Selamlar, yeniden... Daha önceden ziyaret ettiğim ve çok sevdiğim Pirin Han'da, yukarıdaki küçük dükkanında Gramafon tamir eden Kadir Usta ile küçük bir sohbetimiz oldu. Bana neden burada kaldığını ve neden Gramafon tamirciliğini çok sevdiğini anlattı. Size küçük bir sürprizimiz de var. Biz sohbet ederken arka fonda da Münir Nurettin Selçuk ve Safiye Ayla taş plak kaydıyla gramafondan bize eşlik ettiler.
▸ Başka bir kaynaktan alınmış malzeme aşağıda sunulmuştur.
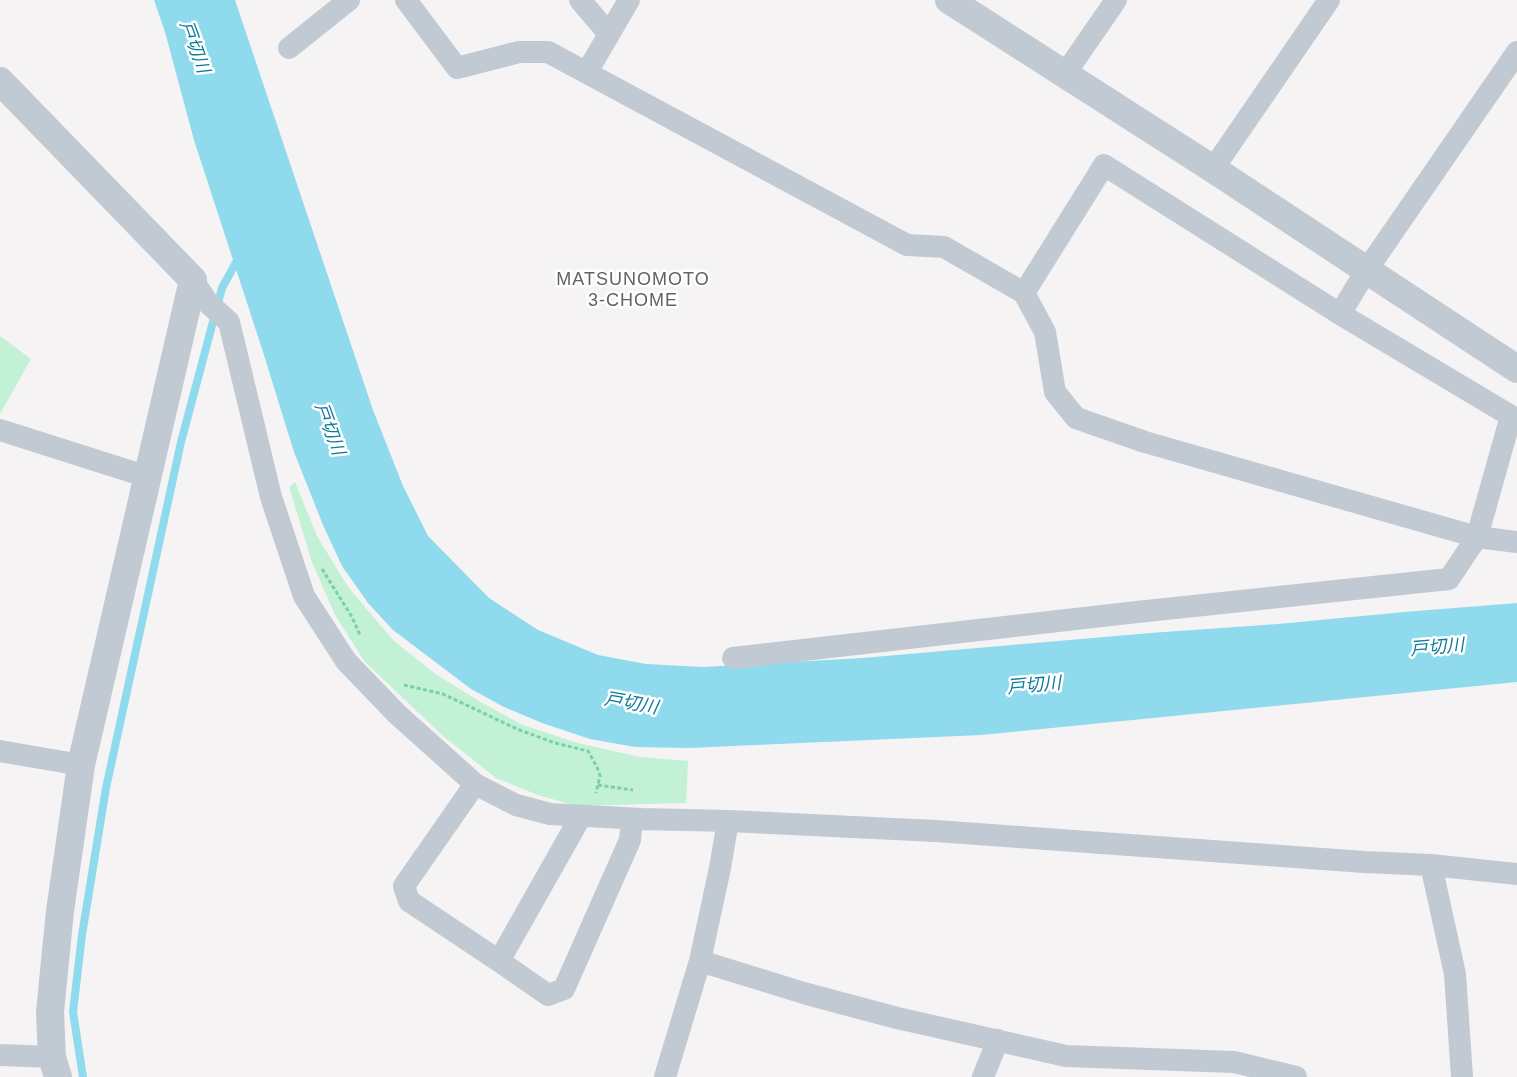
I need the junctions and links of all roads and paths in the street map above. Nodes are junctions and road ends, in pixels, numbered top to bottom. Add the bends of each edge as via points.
1 (349, 0) edge
2 (406, 0) edge
3 (580, 0) edge
4 (629, 0) edge
5 (948, 0) edge
6 (1116, 0) edge
7 (1329, 0) edge
8 (609, 34) junction
9 (288, 48) dead end
10 (1517, 52) edge
11 (587, 72) junction
12 (1065, 74) junction
13 (0, 81) edge
14 (1213, 169) junction
15 (1366, 271) junction
16 (193, 280) junction
17 (1024, 294) junction
18 (1340, 314) junction
19 (1517, 369) edge
20 (1, 435) edge
21 (148, 477) junction
22 (1477, 537) junction
23 (1517, 542) edge
24 (733, 658) dead end
25 (374, 690) junction
26 (0, 751) edge
27 (81, 765) junction
28 (475, 784) junction
29 (598, 785) junction
30 (633, 790) dead end
31 (581, 816) junction
32 (632, 819) junction
33 (728, 821) junction
34 (1431, 865) junction
35 (1517, 874) edge
36 (499, 961) junction
37 (700, 961) junction
38 (998, 1040) junction
39 (0, 1055) edge
40 (55, 1067) edge
41 (665, 1077) edge
42 (983, 1077) edge
43 (1296, 1077) edge
44 (1462, 1077) edge

1 - 9 street
2 - 11 street via 457,68 519,52 548,52
3 - 8 street
4 - 8 street
5 - 12 street
6 - 12 street
7 - 14 street
8 - 11 street
10 - 15 street
11 - 17 street via 907,245 944,247
12 - 14 street
13 - 16 street
14 - 15 street
15 - 18 street
15 - 19 street
16 - 21 street
16 - 25 street via 208,303 229,322 271,497 304,596 346,661
17 - 18 street via 1104,165
17 - 22 street via 1046,332 1055,392 1076,418 1145,442
18 - 22 street via 1511,416
20 - 21 street
21 - 27 street
22 - 23 street
22 - 24 street via 1449,579
25 - 28 street
25 - 29 path via 394,684 444,694 517,729 588,751 600,776
26 - 27 street
27 - 40 street via 50,1002
28 - 31 street via 516,805 550,814
28 - 36 street via 404,886 409,901
29 - 30 path
29 - 31 path via 593,800
31 - 32 street
31 - 36 street
32 - 33 street
32 - 36 street via 630,840 564,988 548,995
33 - 34 street via 936,831
33 - 37 street
34 - 35 street
34 - 44 street via 1455,974
37 - 38 street via 807,994
37 - 41 street
38 - 42 street
38 - 43 street via 1066,1056 1234,1062
39 - 40 street

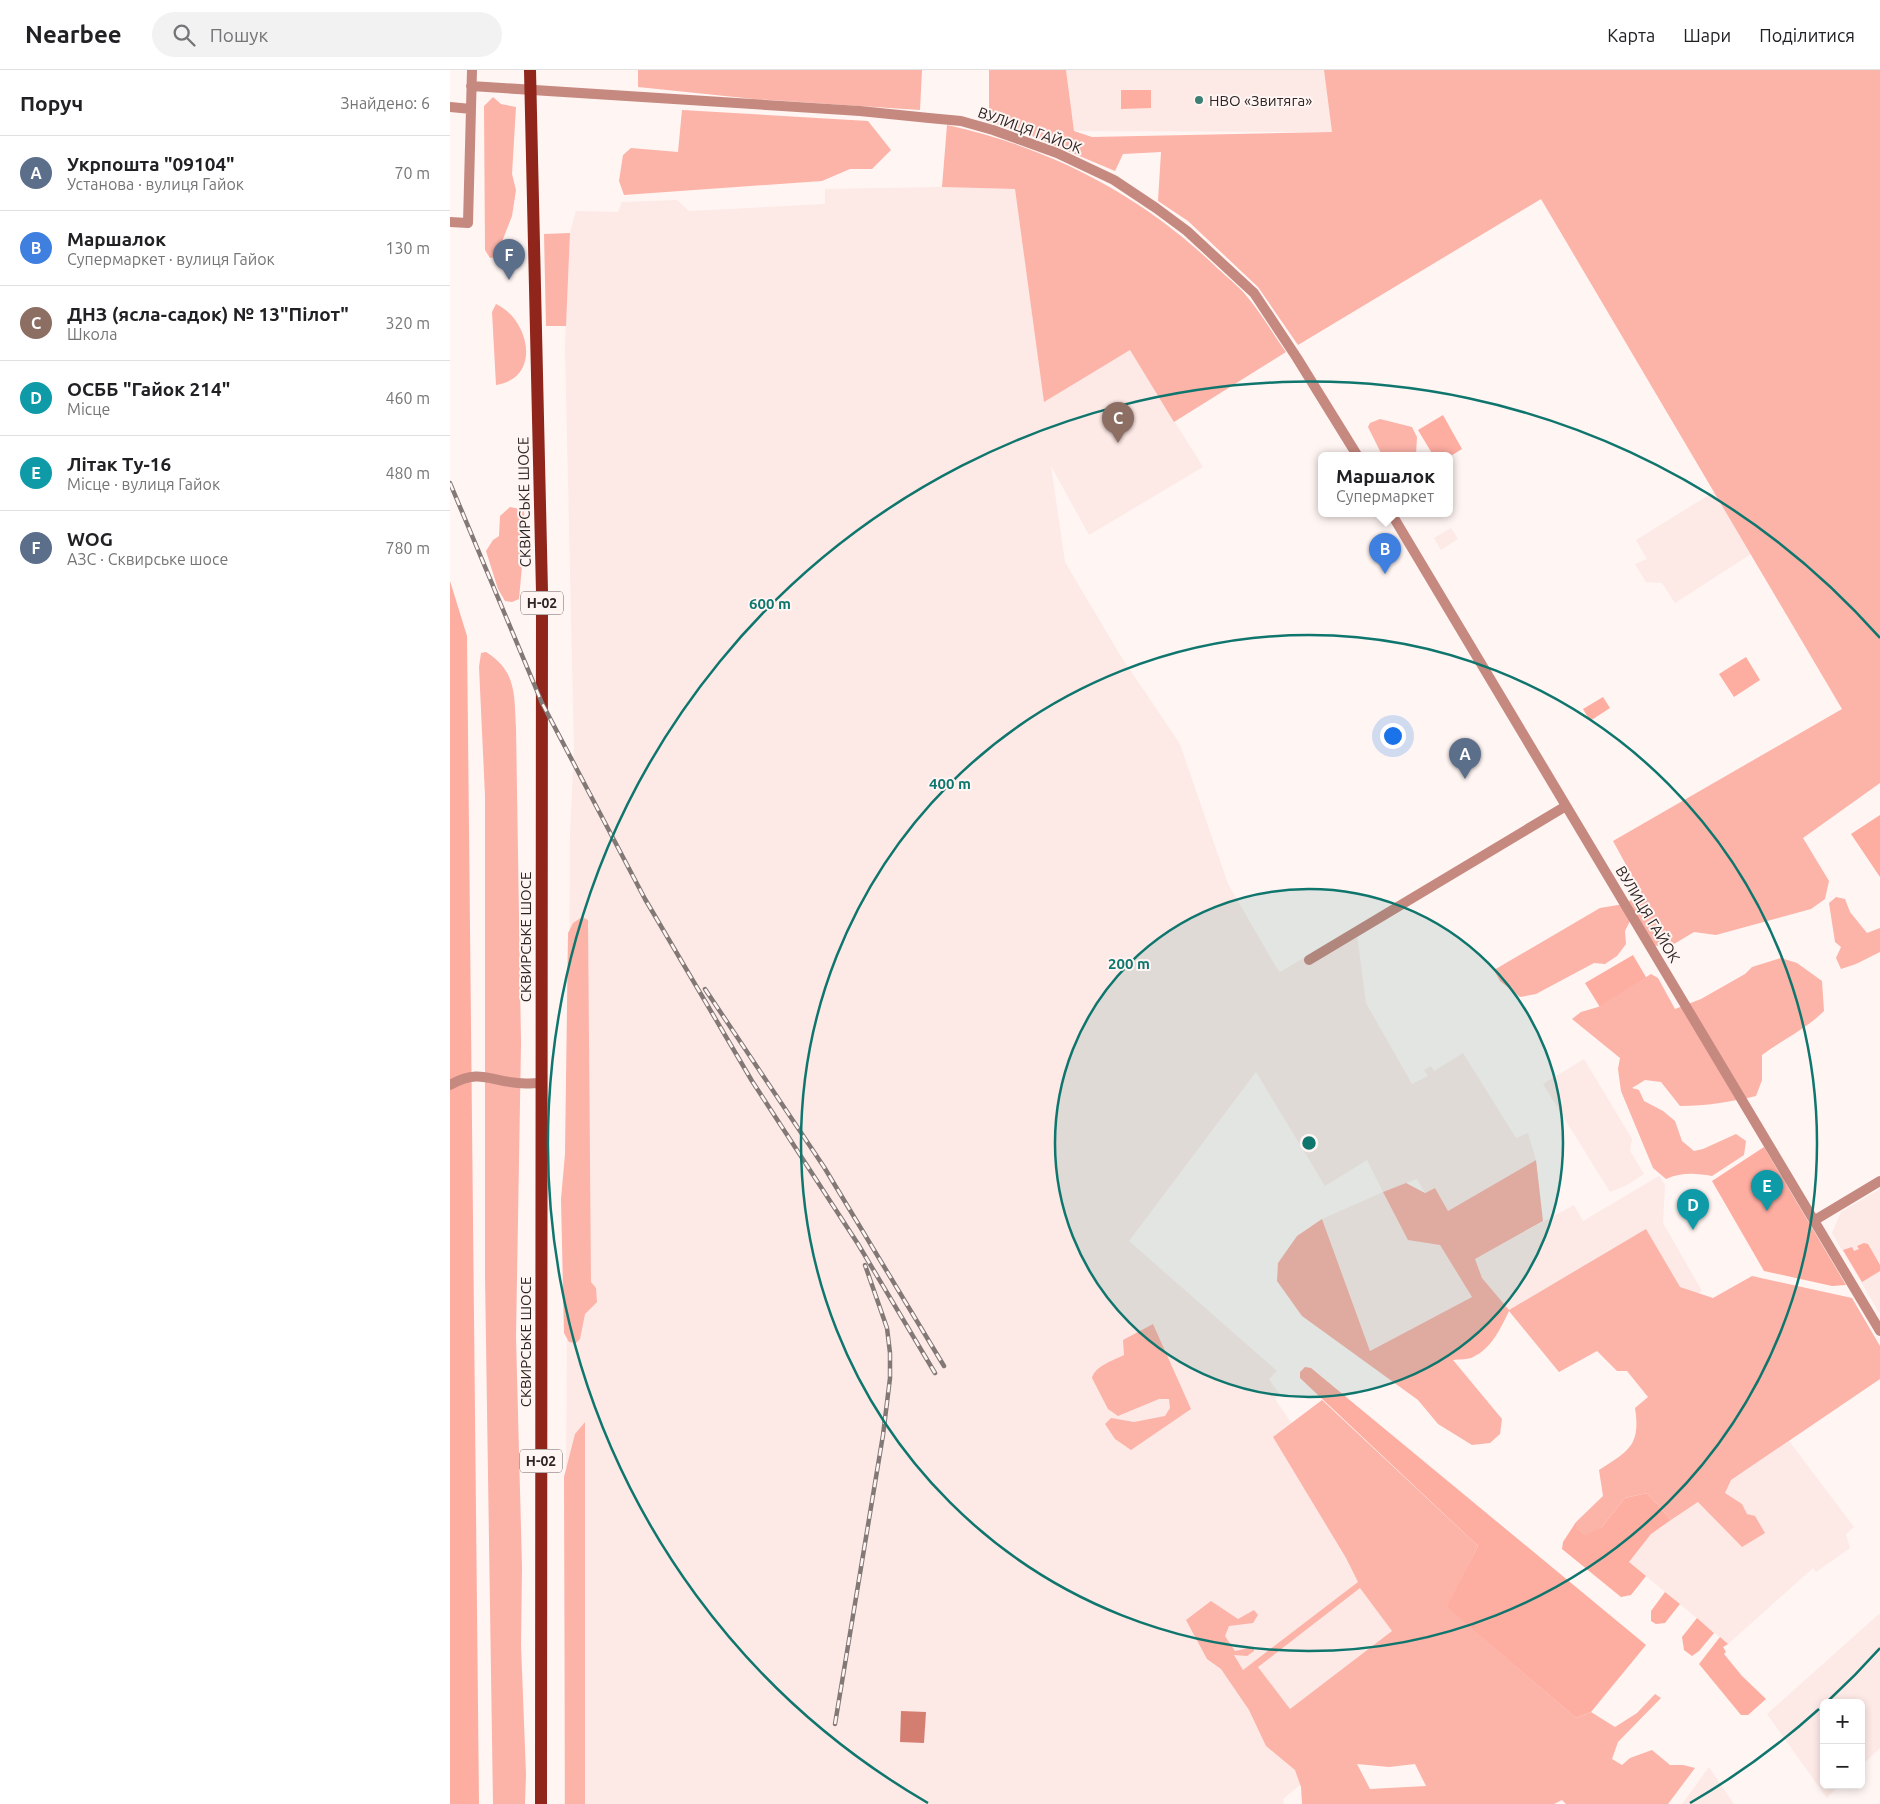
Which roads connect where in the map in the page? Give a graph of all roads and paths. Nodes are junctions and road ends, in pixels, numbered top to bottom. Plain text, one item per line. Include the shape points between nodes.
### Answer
1 (472, 70) edge
2 (530, 70) edge
3 (471, 86) junction
4 (531, 89) junction
5 (450, 107) edge
6 (471, 109) junction
7 (450, 222) edge
8 (1354, 452) edge
9 (1393, 517) edge
10 (1566, 806) junction
11 (1309, 960) dead end
12 (541, 1083) junction
13 (450, 1085) edge
14 (1880, 1181) edge
15 (1815, 1220) junction
16 (1880, 1331) edge
17 (540, 1804) edge

1 - 3 street
2 - 4 main road, СКВИРСЬКЕ ШОСЕ / Н-02
3 - 4 street, ВУЛИЦЯ ГАЙОК
3 - 6 street
4 - 8 street, ВУЛИЦЯ ГАЙОК via 865,111 961,121 1057,153 1114,180 1156,208 1188,231 1254,293
4 - 12 main road, СКВИРСЬКЕ ШОСЕ / Н-02 via 542,592
5 - 6 street
6 - 7 street via 468,223
9 - 10 street, ВУЛИЦЯ ГАЙОК
10 - 11 street
10 - 15 street, ВУЛИЦЯ ГАЙОК
12 - 13 street via 518,1083 487,1075
12 - 17 main road, СКВИРСЬКЕ ШОСЕ / Н-02
14 - 15 street
15 - 16 street, ВУЛИЦЯ ГАЙОК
Merhaba... Yeniden... Bu hafta Kale’ye çıktım ve Kale’nin etrafındaki tarihe sadık kalarak var olmaya çalışan esnafların fotoğraflarını çektim. Ankara malesef gereksiz ve hızlı değişime ayak uyduran şehirlerin en başında geliyor ve eskiye ait doğal bir şeyler bulmak gitgide zorlaşıyor. Bende nerede sararmaya yüz tutmuş eski bir resime benzeyen bir yer görsem size göstermek ve duygularımı sizinle paylaşmak istiyorum. Kalenin esnaflarını seçmemin sebebi buradaki tarihi dokuya sadık kalmaları ve birçok kimse gibi insanlara yeni görünme çabası içinde olmaları. Gramafoncular, hediyelik eşyacılar,antikacılar ve tamirciler. Burada o kadar çok sararmış ama taze ruhlu dükkan ve esnaf varki, bunca yıldır Ankara'da yaşıyor olmama rağmen onlara denk gelmemiş olmak beni hayli utandırdı. Eskiye ama taze ruhlu bir eskiye olan bu yolculukta esnaflar o kadar sıcak veyardımseverdi ki devamlı onların fotoğraflarını çekmek istedim ama onlar yıllardır burada kendilerini sakladıkları gibi fotoğraf makinamdanda kendilerini saklamayı başardılar. Eski bir fotoğraf makinasını anlatırken coşkuyla gözü açılan esnaf Nusret Abi, başka bir makina onu çekmeye kalktığında hemen arkasını dönüyor ve şevkini kaybediyordu. Bende hem esnaflara hem eski bir resim gibi değerli tuttukları dükkanlarına rahatsızlık vermeden konuk olmaya çalıştım. Neden burada gizli kalmak istediğini sorunca Kadir Usta "Hayatta herşey için emek verdim, sevgim için çocuklarım için, işim için, çiçeklerim için. Eğer insanlar değerli bir şeyler görmek istiyorlarsa bunun için emek vermeliler. Asıl o zaman değerli ve özel olur ellerindeki. Ben değeri burada kalenin dibindeki gramafon tamircisinde buldum ve onları burada eski bozuk gramofonların arasında ömrüm yettiğince bekleyeceğim." dedi. Bir yandan gramafonları tamir ederken bir yandan da bana bunları anlatıyordu.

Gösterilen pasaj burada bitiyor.